> Input material
::::

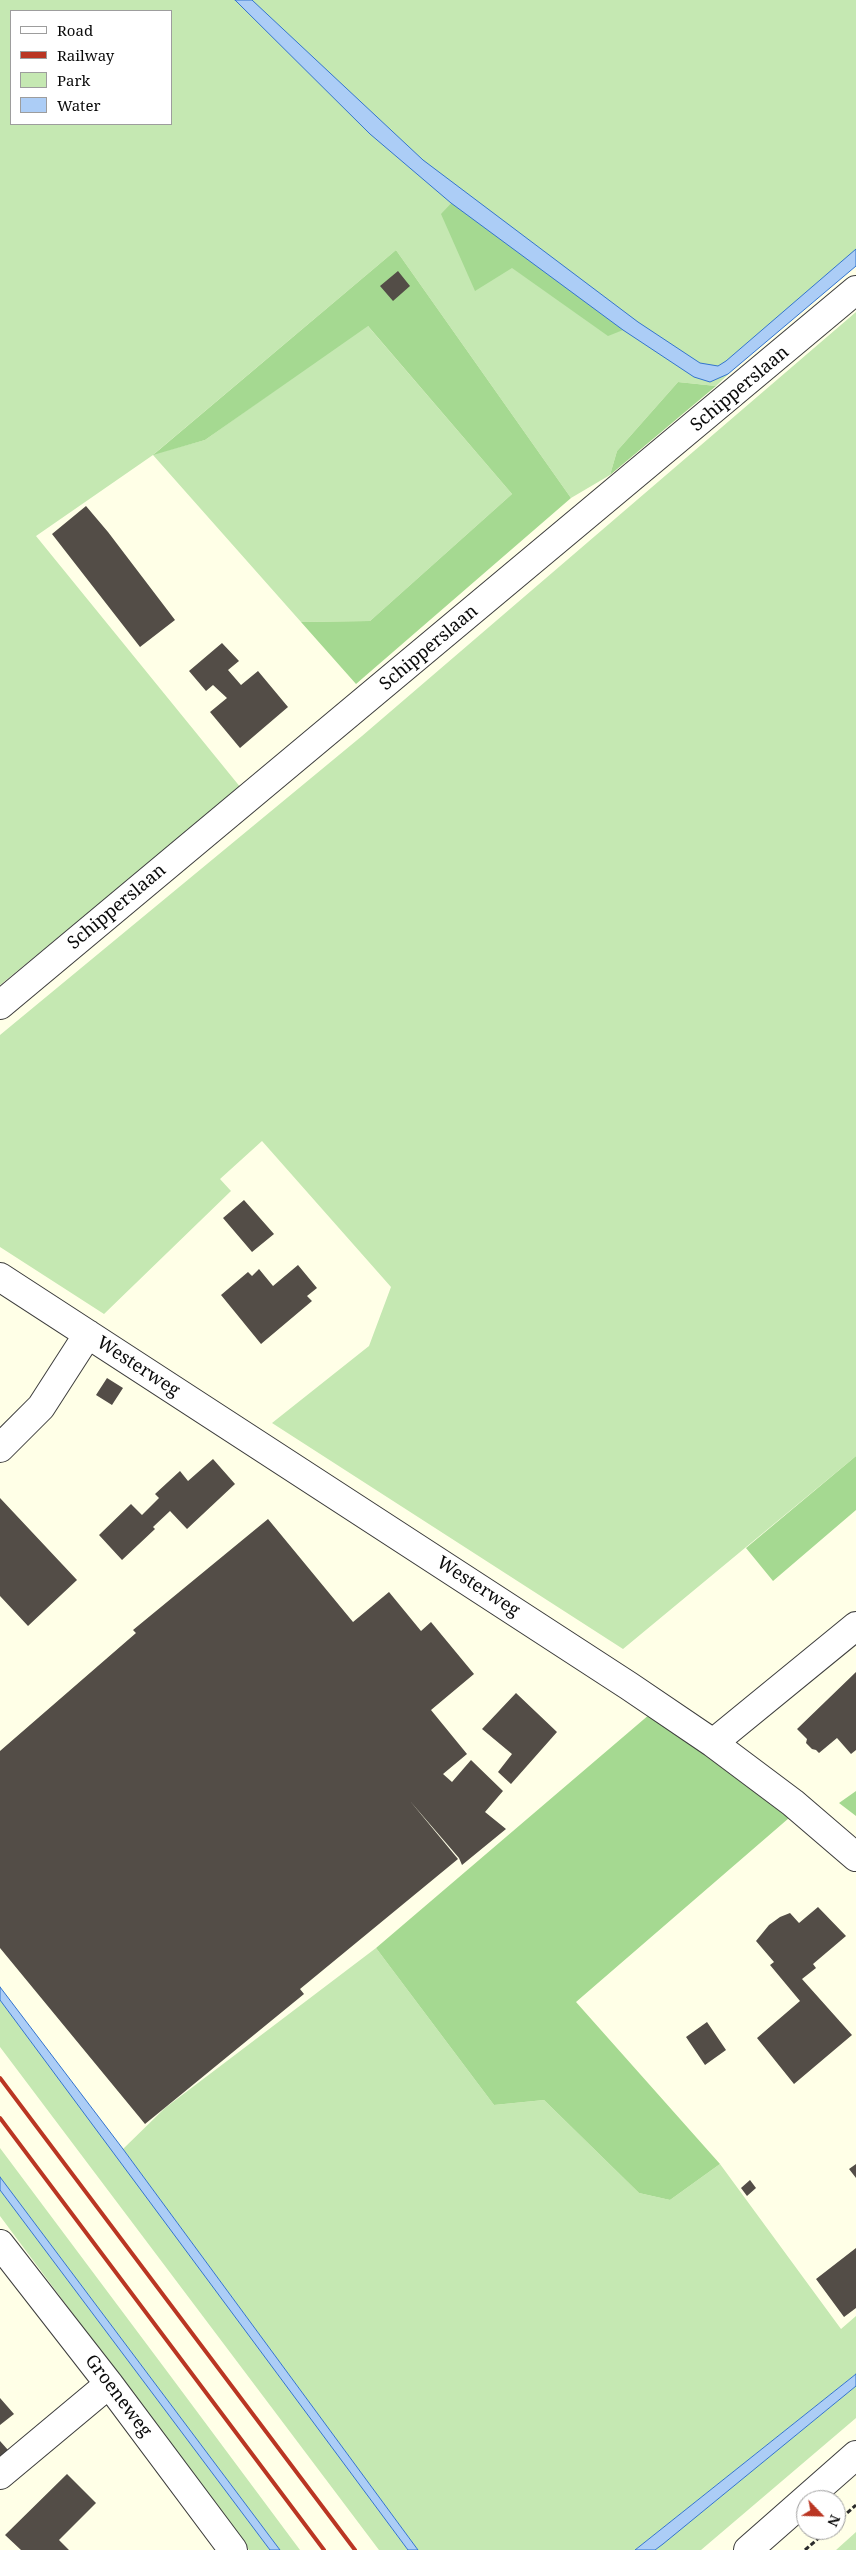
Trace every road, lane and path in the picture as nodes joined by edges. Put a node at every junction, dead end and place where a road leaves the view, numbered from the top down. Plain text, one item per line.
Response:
1 (856, 290) edge
2 (0, 1005) edge
3 (0, 1277) edge
4 (88, 1334) junction
5 (0, 1448) edge
6 (856, 1626) edge
7 (713, 1743) junction
8 (856, 1857) edge
9 (4, 2258) edge
10 (109, 2384) junction
11 (856, 2455) edge
12 (0, 2475) edge
13 (856, 2505) edge
14 (846, 2514) edge
15 (816, 2540) edge
16 (233, 2550) edge
17 (748, 2550) edge
18 (804, 2550) edge

1 - 2 street, Schipperslaan
3 - 4 street, Westerweg
4 - 5 street, Westerweg
4 - 7 street, Westerweg
6 - 7 street
7 - 8 street, Westerweg
9 - 10 street, Groeneweg
10 - 12 street
10 - 16 street, Groeneweg
11 - 17 street
13 - 14 path
15 - 18 path

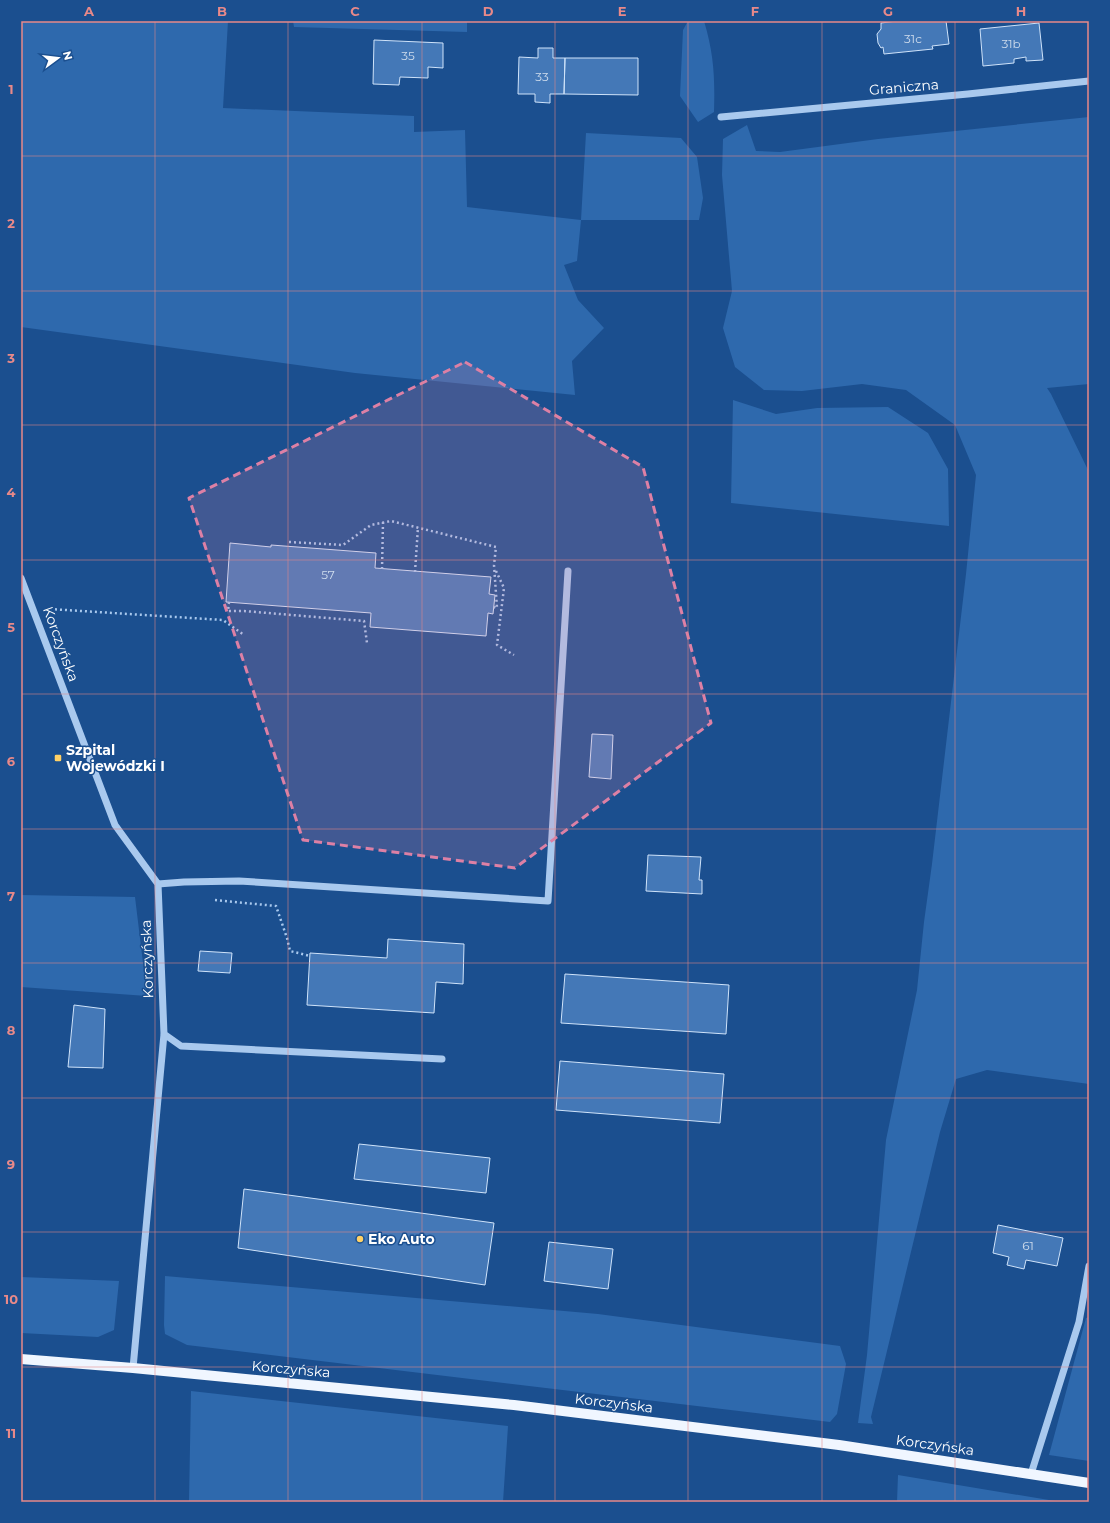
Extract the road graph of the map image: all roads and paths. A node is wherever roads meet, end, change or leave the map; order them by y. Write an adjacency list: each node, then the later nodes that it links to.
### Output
1 (1089, 81): 2 (street, Graniczna)
2 (721, 117)
3 (383, 522): 4 (path); 5 (path); 7 (path)
4 (418, 527): 6 (path); 9 (path)
5 (289, 542)
6 (494, 567): 12 (path); 16 (path)
7 (382, 569)
8 (568, 570): 17 (street)
9 (415, 572)
10 (21, 578): 13 (street, Korczyńska)
11 (229, 602): 15 (path)
12 (494, 607)
13 (32, 608): 14 (path); 17 (street, Korczyńska)
14 (244, 635)
15 (367, 643)
16 (514, 655)
17 (158, 884): 20 (street, Korczyńska)
18 (213, 900): 19 (path)
19 (310, 956)
20 (164, 1034): 21 (street); 24 (street, Korczyńska)
21 (442, 1059)
22 (1089, 1266): 25 (street)
23 (21, 1360): 24 (main road, Korczyńska)
24 (133, 1368): 25 (main road, Korczyńska)
25 (1031, 1474): 26 (main road, Korczyńska)
26 (1089, 1483)

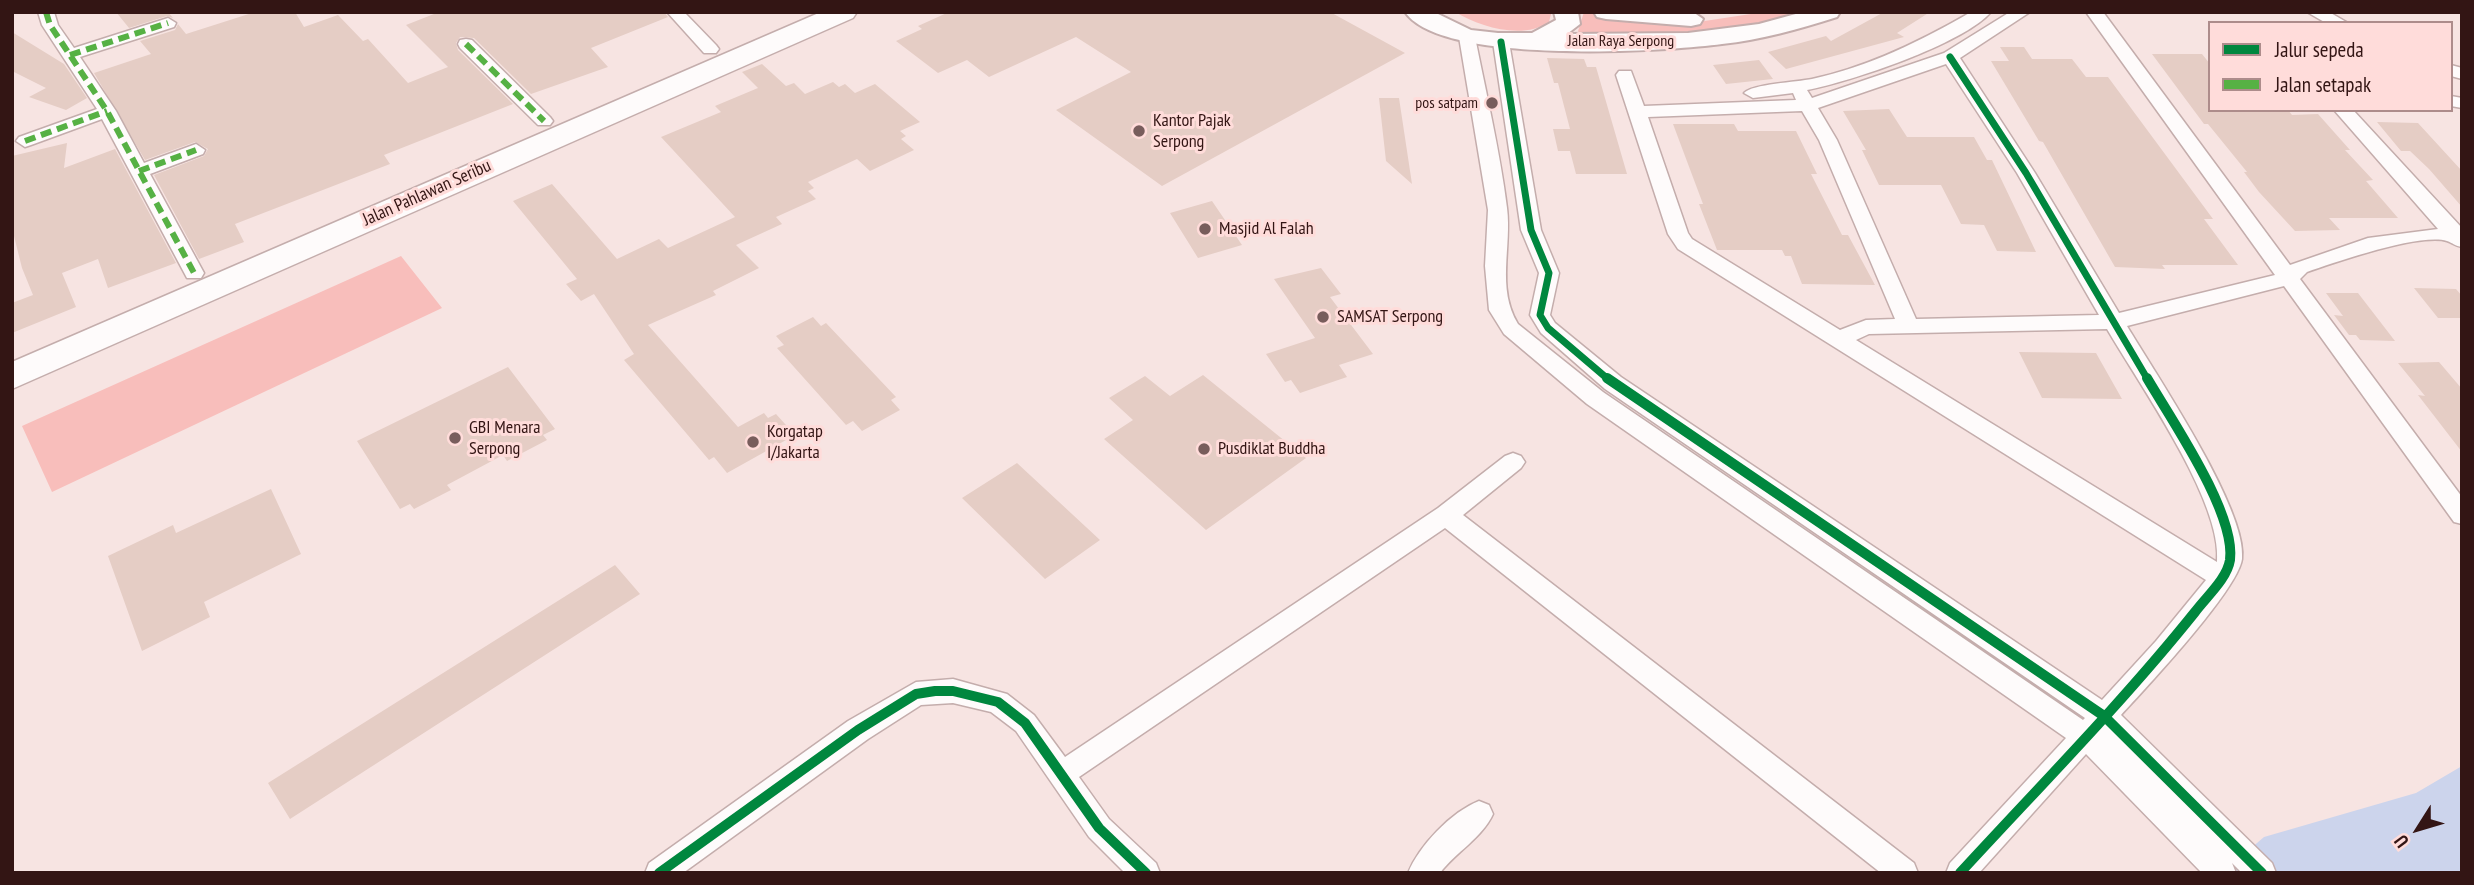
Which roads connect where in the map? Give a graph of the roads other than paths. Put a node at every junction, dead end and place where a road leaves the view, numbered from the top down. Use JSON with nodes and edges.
{"nodes":[{"id":1,"x":46,"y":12,"type":"edge"},
{"id":2,"x":675,"y":12,"type":"edge"},
{"id":3,"x":796,"y":12,"type":"edge"},
{"id":4,"x":844,"y":12,"type":"edge"},
{"id":5,"x":1417,"y":12,"type":"edge"},
{"id":6,"x":1566,"y":12,"type":"edge"},
{"id":7,"x":1606,"y":12,"type":"edge"},
{"id":8,"x":1752,"y":12,"type":"edge"},
{"id":9,"x":1828,"y":12,"type":"edge"},
{"id":10,"x":1983,"y":12,"type":"edge"},
{"id":11,"x":2022,"y":12,"type":"edge"},
{"id":12,"x":2094,"y":12,"type":"edge"},
{"id":13,"x":2315,"y":12,"type":"edge"},
{"id":14,"x":1436,"y":19,"type":"edge"},
{"id":15,"x":2335,"y":21,"type":"edge"},
{"id":16,"x":168,"y":23,"type":"dead end"},
{"id":17,"x":1467,"y":37,"type":"junction"},
{"id":18,"x":1538,"y":40,"type":"junction"},
{"id":19,"x":1502,"y":42,"type":"junction"},
{"id":20,"x":466,"y":44,"type":"dead end"},
{"id":21,"x":710,"y":49,"type":"junction"},
{"id":22,"x":70,"y":55,"type":"junction"},
{"id":23,"x":1950,"y":57,"type":"junction"},
{"id":24,"x":1625,"y":75,"type":"dead end"},
{"id":25,"x":1475,"y":83,"type":"junction"},
{"id":26,"x":1508,"y":84,"type":"junction"},
{"id":27,"x":1803,"y":97,"type":"junction"},
{"id":28,"x":1633,"y":105,"type":"junction"},
{"id":29,"x":107,"y":111,"type":"junction"},
{"id":30,"x":2345,"y":112,"type":"edge"},
{"id":31,"x":544,"y":121,"type":"junction"},
{"id":32,"x":25,"y":141,"type":"dead end"},
{"id":33,"x":196,"y":150,"type":"dead end"},
{"id":34,"x":139,"y":171,"type":"junction"},
{"id":35,"x":2459,"y":237,"type":"edge"},
{"id":36,"x":194,"y":273,"type":"junction"},
{"id":37,"x":2290,"y":278,"type":"junction"},
{"id":38,"x":2113,"y":322,"type":"junction"},
{"id":39,"x":1908,"y":325,"type":"junction"},
{"id":40,"x":1840,"y":339,"type":"junction"},
{"id":41,"x":12,"y":350,"type":"edge"},
{"id":42,"x":12,"y":376,"type":"edge"},
{"id":43,"x":1513,"y":462,"type":"dead end"},
{"id":44,"x":1447,"y":515,"type":"junction"},
{"id":45,"x":2462,"y":515,"type":"edge"},
{"id":46,"x":2222,"y":578,"type":"junction"},
{"id":47,"x":2105,"y":716,"type":"junction"},
{"id":48,"x":2086,"y":737,"type":"junction"},
{"id":49,"x":2137,"y":764,"type":"junction"},
{"id":50,"x":1063,"y":773,"type":"junction"},
{"id":51,"x":1479,"y":814,"type":"dead end"},
{"id":52,"x":659,"y":873,"type":"edge"},
{"id":53,"x":1146,"y":873,"type":"edge"},
{"id":54,"x":1422,"y":873,"type":"edge"},
{"id":55,"x":1905,"y":873,"type":"edge"},
{"id":56,"x":1960,"y":873,"type":"edge"},
{"id":57,"x":2222,"y":873,"type":"edge"},
{"id":58,"x":2262,"y":873,"type":"edge"}],
"edges":[{"from":1,"to":22,"type":"street"},
{"from":2,"to":21,"type":"street"},
{"from":3,"to":21,"type":"main road","name":"Jalan Pahlawan Seribu"},
{"from":4,"to":42,"type":"main road","name":"Jalan Pahlawan Seribu"},
{"from":5,"to":14,"type":"main road","name":"Jalan Raya Serpong"},
{"from":6,"to":18,"type":"main road"},
{"from":7,"to":8,"type":"main road","name":"Jalan Raya Serpong"},
{"from":9,"to":18,"type":"main road","name":"Jalan Raya Serpong"},
{"from":10,"to":27,"type":"street"},
{"from":11,"to":23,"type":"street"},
{"from":12,"to":37,"type":"street"},
{"from":13,"to":15,"type":"street"},
{"from":14,"to":17,"type":"main road","name":"Jalan Raya Serpong"},
{"from":16,"to":22,"type":"street"},
{"from":17,"to":19,"type":"main road","name":"Jalan Raya Serpong"},
{"from":17,"to":25,"type":"street"},
{"from":18,"to":19,"type":"main road","name":"Jalan Raya Serpong"},
{"from":19,"to":26,"type":"street"},
{"from":20,"to":31,"type":"street"},
{"from":21,"to":31,"type":"main road","name":"Jalan Pahlawan Seribu"},
{"from":22,"to":29,"type":"street"},
{"from":23,"to":27,"type":"street"},
{"from":23,"to":38,"type":"street"},
{"from":24,"to":28,"type":"street"},
{"from":25,"to":26,"type":"street"},
{"from":25,"to":48,"type":"street"},
{"from":26,"to":47,"type":"street"},
{"from":27,"to":28,"type":"street"},
{"from":27,"to":39,"type":"street"},
{"from":28,"to":40,"type":"street"},
{"from":29,"to":32,"type":"street"},
{"from":29,"to":34,"type":"street"},
{"from":30,"to":35,"type":"street"},
{"from":31,"to":36,"type":"main road","name":"Jalan Pahlawan Seribu"},
{"from":33,"to":34,"type":"street"},
{"from":34,"to":36,"type":"street"},
{"from":35,"to":37,"type":"street"},
{"from":36,"to":41,"type":"main road","name":"Jalan Pahlawan Seribu"},
{"from":37,"to":38,"type":"street"},
{"from":37,"to":45,"type":"street"},
{"from":38,"to":39,"type":"street"},
{"from":38,"to":46,"type":"street"},
{"from":39,"to":40,"type":"street"},
{"from":40,"to":46,"type":"street"},
{"from":43,"to":44,"type":"street"},
{"from":44,"to":50,"type":"street"},
{"from":44,"to":55,"type":"street"},
{"from":46,"to":47,"type":"street"},
{"from":47,"to":48,"type":"street"},
{"from":47,"to":49,"type":"street"},
{"from":48,"to":49,"type":"street"},
{"from":48,"to":56,"type":"street"},
{"from":49,"to":57,"type":"street"},
{"from":49,"to":58,"type":"street"},
{"from":50,"to":52,"type":"street"},
{"from":50,"to":53,"type":"street"},
{"from":51,"to":54,"type":"street"}]}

::::

> Instructions to follow
Across the records above, tally the lines that contain "place" and give the result as a number alone.

> Answer to this problem
2